I'm coding in Visual Fundamental. I'm utilizing a checkbox control. Now based on its checked property I have to set/unset a little column inside a SQL Server database. Here's the code:

    Try
        conSQL.Open()

        Dim cmd As New SqlCommand("update Student set send_mail = " + _
            sendemailCheckBox.Checked.ToString + " where student_id = '" _
            + sidnolabel.Text + "'", conSQL)

        cmd.ExecuteNonQuery()
    Finally
        conSQL.Close()
    End Try

The send_mail attribute is of bit datatype. This code isn't working. How do you do it?

my boy is signed up for your school. His title is:

Robert') DROP TABLE STUDENT --

We call him up little Bobby Tables.

Try:

Convert.ToInt16(sendemailCheckBox.Checked)

Generally, I personally use SqlParameters with this, and you will specify a SqlDbType.TinyInt.

Here is a good example of using sqlparameter what's best since it eliminates SQL injection.

EDIT: I simply observed you had been using bit, not tinyint. unsure if this works.

To reply to your question, just assign a Boolean value (i.e. sendemailCheckBox.Checked) towards the bit column within the database.

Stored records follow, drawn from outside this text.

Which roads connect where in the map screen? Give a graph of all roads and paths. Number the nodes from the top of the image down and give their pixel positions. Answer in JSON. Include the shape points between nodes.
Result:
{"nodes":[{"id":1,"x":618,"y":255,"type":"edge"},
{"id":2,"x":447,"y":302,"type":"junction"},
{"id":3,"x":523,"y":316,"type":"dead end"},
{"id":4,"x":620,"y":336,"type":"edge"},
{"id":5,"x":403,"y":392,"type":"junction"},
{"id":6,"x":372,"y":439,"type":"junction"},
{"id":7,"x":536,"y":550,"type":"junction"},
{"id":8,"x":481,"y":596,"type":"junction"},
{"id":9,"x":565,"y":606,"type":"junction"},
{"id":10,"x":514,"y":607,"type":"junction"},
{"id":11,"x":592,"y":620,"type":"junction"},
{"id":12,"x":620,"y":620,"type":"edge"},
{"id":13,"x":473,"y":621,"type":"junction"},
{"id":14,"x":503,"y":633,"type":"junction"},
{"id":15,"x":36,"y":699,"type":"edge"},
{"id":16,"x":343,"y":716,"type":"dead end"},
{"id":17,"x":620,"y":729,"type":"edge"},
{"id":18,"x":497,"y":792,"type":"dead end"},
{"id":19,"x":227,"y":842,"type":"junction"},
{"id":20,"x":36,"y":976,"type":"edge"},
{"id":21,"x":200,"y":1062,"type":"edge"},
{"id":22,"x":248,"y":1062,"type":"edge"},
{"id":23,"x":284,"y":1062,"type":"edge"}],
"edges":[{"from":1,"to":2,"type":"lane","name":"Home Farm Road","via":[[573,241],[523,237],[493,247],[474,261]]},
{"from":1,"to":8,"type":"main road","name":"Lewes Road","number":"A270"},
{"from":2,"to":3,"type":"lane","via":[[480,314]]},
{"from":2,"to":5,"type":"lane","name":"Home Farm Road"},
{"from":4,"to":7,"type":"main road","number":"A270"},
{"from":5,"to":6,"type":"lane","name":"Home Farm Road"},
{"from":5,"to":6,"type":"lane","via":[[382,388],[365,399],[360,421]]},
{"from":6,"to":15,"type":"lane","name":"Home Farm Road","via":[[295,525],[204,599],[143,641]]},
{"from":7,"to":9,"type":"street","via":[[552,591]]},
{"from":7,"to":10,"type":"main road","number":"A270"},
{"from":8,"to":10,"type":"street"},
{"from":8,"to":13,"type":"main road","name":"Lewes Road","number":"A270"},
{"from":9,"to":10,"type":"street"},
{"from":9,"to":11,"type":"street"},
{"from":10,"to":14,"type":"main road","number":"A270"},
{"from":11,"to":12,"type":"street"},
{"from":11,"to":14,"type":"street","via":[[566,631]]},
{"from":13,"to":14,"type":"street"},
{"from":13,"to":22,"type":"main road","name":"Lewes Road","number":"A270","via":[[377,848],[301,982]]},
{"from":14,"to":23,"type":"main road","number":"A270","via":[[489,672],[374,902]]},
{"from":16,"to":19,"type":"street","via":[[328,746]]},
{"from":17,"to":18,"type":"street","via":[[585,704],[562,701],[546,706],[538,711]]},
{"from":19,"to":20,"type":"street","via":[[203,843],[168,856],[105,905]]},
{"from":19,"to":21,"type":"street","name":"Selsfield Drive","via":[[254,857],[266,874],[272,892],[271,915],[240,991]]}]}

To assist you together with your SQL injection issues - don't directly write user input right into a SQL string. You have to use parameters to make sure that customers cannot wreck havoc on your database. Your code ought to be written such as this:

Using conSQL As New SqlConnection("SomeConnectionString")
   conSQL.Open()
   Using cm as SqlCommand = conSQL.CreateCommand()
      cm.CommandType = CommandType.Text
      cm.CommandText = 'UDPATE Student SET send_mail = @send_mail WHERE student_id = @student_id'
      cm.Parameters.AddWithValue("@send_mail", sendemailCheckBox.Checked)
      cm.Parameters.AddWithValue("@student_id", sidnolabel.Text)

      cm.ExecuteNonQuery()
   End Using
End Using

First, within the title of all things sacred, a minimum of PARAMETERIZE your SQL code. Otherwise, you are asking for any SQL injection attack.

Second, the "bit" datatype uses 1 for True and for False. That is what SQL really wants to see when you are setting values.

Well bit data type is the same as boolean in C# or Visual Fundamental, so that you can simply assign true or false values to those types and may then update the record inside your database.